I went to visit my previous pastor, now at an interim position down in North Easton, MA. With Jonah and Nineveh as the context, he focused on What question is God asking you?
Simple but alarming. Newer churches encourage visitors to bring their questions, and I think the many Bible studies and video series I have attended over the years have treated bringing one's questions to God as standard fare. I don't think anyone has ever asked me to contemplate what question God is asking me.
He frequently asks questions, right from the start: Where are you? Why have you done this? Where is your brother Abel? When Jesus arrives, he shows the family style. Who do you say that I am? Where is your husband?
I haven't the faintest idea what question God is asking me. I suspect I'd better think about it.
10 comments:
Good question.
I don't know what He's asking me, though I suspect the question would start with "Have you not read ...?"
I always worry that it's something like "what have you been doing with the time I've given you?"
He's asking me, "Now that AVI got your attention maybe you will listen to my question."
I've been thinking about this post for a while. It's so striking that God asks questions. We usually believe that he knows all the answers -- Gersonides and a few similar theologians to the side (although this is exactly the kind of question Gersonides might expect him to ask, or rather to send an angel to ask). Yet the Bible presents these questions at least sometimes as questions where the answer is not known: why are you wearing clothes in the garden? Where is your brother?
There's a Medieval philosophical account that Gersonides is coming out of that wonders if God can even known particular facts at all, or if divine knowledge is of universals. Avicenna thought that God knew himself, and the universe was sort of striving to imitate him as beings he didn't realize he was producing attempted to emulate his perfection as well as they were able by putting things in order. (He was getting this from a combination of Aristotle and a work of Plotinus' that he was told was Aristotle's theology). Aquinas thought that God knew all the particulars, because only divine attention could hold them in being. Gersonides thought he knew the universals, but not the particulars, because the particulars aren't perfect enough for the mind of God -- too much unfulfilled potential in them.
What would God ask you? What would he want to know about you that he doesn't know already? Or does he only ask because he wants to call your attention to the important thing you're failing to notice? If so, God has a philosopher's pedagogy.
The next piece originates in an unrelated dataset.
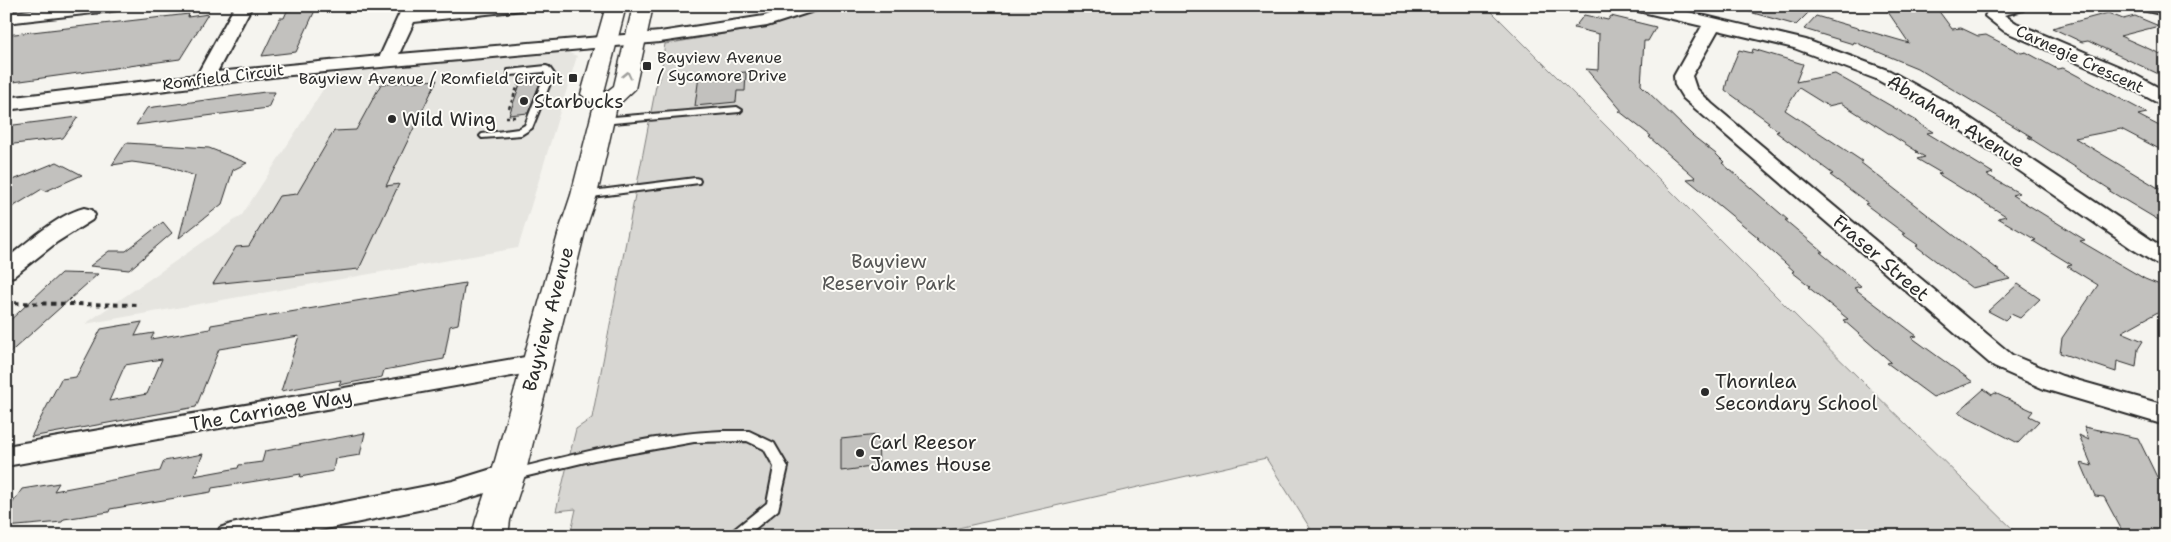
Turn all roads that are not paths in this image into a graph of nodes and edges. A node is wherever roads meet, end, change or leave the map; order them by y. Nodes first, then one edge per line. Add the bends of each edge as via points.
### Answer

At least sometimes.
I'd guess He's challenging us to confront the answer, and not so much hoping we'll enlighten Him with information He lacks.
I usually find very comforting the remark in Corinthians about knowing as even now we are known. I know that when I deserve a question like "Where is your brother?" I may wish I were a little less known (I ran to the rock, please hide me). But I know that whatever else is wrong, the problem isn't going that God Doesn't Understand Me.
I've just had the oddest experience. It abruptly occurred to me earlier today that there's something I badly want to do for my mother-in-law, someone whose company I don't normally enjoy that much. It's something she unexpectedly really wants to do with me, though we don't hang out normally. She guessed I wouldn't want to bother, and normally that would have been a good guess. For some reason, it came through loud and clear that she would want it, though she ordinarily is all but incapable of clearly owning up to a wish. It came to me that to want to do something from the bottom of your heart that also has the strong approval of your conscience is the height of happiness. Part of the happiness is knowing that, at least in that instant and that context, you have nothing to fear from God's question.
Between that and feeling that I've finally found a way to quit quarreling with Grim, I'm feeling very happy.
Who do you say that I am?
Do you love me?
John 21:16
Where did I leave My keys?
"When the Stranger says: “What is the meaning of this city ?
Do you huddle close together because you love each other?”
What will you answer? “We all dwell together
To make money from each other”? or “This is a community”?
Oh my soul, be prepared for the coming of the Stranger.
Be prepared for him who knows how to ask questions."
T.S. Eliot
I'm afraid the question would be: "Why in My Name would you do something like that?" Then I would have to give the old military response: " No excuse, Sir, no excuse!"